Con el tiempo el dolor profundo y la espina helada del corazón se transforma en recuerdos hermosos que calman el alma.
Aristóteles, discípulo de Platón, tenía una visión realista y no negó la desgracia de la muerte. Afirmaba que el hombre debe actuar con virtud y soportar la oscuridad de la enfermedad y la muerte, pues en la virtud brilla la nobleza. El dolor se debe soportar, no por insensibilidad, sino por nobleza.
Aristóteles no se anda con medias tintas ni era políticamente correcto: califica de cobarde la falta coraje para enfrentar la enfermedad o la muerte. Y enfrentarlos, con la virtud de la esperanza. Platón, Aristóteles y la mayoría de los estoicos compartían la existencia del alma inmortal, la cual consideraban un subsidio para una vida inacabada o injusta.
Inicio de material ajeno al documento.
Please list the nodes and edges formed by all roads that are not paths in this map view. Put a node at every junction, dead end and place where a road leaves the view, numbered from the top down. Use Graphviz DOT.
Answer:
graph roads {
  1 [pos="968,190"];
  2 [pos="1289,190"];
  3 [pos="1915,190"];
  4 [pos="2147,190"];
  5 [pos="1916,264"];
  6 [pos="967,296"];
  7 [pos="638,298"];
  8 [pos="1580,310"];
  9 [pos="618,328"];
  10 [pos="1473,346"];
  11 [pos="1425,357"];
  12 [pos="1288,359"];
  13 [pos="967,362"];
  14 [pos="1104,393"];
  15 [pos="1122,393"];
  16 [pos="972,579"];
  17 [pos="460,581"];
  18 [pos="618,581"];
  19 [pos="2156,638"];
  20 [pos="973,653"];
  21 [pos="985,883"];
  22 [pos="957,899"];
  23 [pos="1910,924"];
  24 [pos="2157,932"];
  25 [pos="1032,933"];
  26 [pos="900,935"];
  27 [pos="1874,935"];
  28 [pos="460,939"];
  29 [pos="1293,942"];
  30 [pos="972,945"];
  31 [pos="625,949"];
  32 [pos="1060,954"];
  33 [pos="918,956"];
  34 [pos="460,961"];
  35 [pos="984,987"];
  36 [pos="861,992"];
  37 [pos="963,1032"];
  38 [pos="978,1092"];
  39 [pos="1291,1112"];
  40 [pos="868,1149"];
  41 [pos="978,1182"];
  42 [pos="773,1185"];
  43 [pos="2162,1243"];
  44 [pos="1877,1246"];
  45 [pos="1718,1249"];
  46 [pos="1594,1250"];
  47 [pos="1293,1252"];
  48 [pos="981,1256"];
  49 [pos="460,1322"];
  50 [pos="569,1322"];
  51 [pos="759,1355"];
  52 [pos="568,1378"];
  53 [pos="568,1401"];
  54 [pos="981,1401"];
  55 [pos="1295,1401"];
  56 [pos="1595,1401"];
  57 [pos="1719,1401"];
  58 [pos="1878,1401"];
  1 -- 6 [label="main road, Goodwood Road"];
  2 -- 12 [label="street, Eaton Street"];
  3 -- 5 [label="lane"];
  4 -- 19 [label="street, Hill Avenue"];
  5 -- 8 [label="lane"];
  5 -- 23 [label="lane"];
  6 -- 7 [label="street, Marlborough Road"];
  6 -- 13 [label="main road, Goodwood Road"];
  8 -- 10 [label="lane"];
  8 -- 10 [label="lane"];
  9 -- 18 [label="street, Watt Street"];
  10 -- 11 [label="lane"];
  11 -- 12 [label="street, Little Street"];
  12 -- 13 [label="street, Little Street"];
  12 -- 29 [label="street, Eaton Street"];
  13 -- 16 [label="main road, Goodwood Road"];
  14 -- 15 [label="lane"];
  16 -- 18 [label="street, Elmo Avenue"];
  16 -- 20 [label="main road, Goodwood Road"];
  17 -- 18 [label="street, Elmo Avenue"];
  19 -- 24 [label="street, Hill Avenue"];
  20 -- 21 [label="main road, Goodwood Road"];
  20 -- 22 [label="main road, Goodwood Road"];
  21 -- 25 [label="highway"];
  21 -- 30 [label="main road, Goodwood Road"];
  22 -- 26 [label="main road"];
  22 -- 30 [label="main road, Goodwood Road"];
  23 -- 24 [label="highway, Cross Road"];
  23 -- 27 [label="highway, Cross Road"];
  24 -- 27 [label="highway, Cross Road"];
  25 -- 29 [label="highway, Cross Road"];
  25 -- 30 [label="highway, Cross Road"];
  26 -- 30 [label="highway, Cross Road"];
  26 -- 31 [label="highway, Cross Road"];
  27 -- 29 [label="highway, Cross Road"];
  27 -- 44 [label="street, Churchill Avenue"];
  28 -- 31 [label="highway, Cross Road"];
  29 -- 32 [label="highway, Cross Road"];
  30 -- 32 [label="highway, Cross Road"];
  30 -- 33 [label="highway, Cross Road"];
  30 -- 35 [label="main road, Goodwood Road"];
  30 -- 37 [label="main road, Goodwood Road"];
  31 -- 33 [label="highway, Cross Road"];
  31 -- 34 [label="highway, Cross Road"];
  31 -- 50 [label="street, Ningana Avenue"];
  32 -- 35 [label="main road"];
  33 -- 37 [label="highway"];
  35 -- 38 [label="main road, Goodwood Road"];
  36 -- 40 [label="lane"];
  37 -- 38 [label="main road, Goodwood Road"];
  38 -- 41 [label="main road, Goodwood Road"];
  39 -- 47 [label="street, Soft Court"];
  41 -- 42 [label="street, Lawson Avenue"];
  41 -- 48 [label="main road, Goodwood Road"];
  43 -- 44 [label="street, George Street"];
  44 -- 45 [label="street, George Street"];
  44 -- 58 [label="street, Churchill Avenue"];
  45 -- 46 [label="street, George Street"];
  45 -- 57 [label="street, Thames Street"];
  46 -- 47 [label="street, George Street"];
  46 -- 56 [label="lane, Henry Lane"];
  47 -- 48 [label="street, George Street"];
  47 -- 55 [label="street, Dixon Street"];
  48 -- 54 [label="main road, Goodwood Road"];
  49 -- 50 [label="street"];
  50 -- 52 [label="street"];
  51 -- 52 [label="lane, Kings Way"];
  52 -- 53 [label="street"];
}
La tradición mexicana del Día de Muertos, con sus altares y ofrendas de comida, reconoce la inmortalidad del alma e invita a aceptar la muerte como un paso natural en la vida.
Al tomar conciencia no sabemos si seremos buenos o malos, virtuosos o viciosos, flacos o gordos. Solo tenemos la certeza de un único destino definido: la muerte. “Mors certa, hora incerta”, -la muerte es cierta, la hora incierta-, dicta la sentencia romana.
Agustín Melgar y Sócrates no murieron de muerte, viven porque escucharon su conciencia interior; trabajaron en su vocación.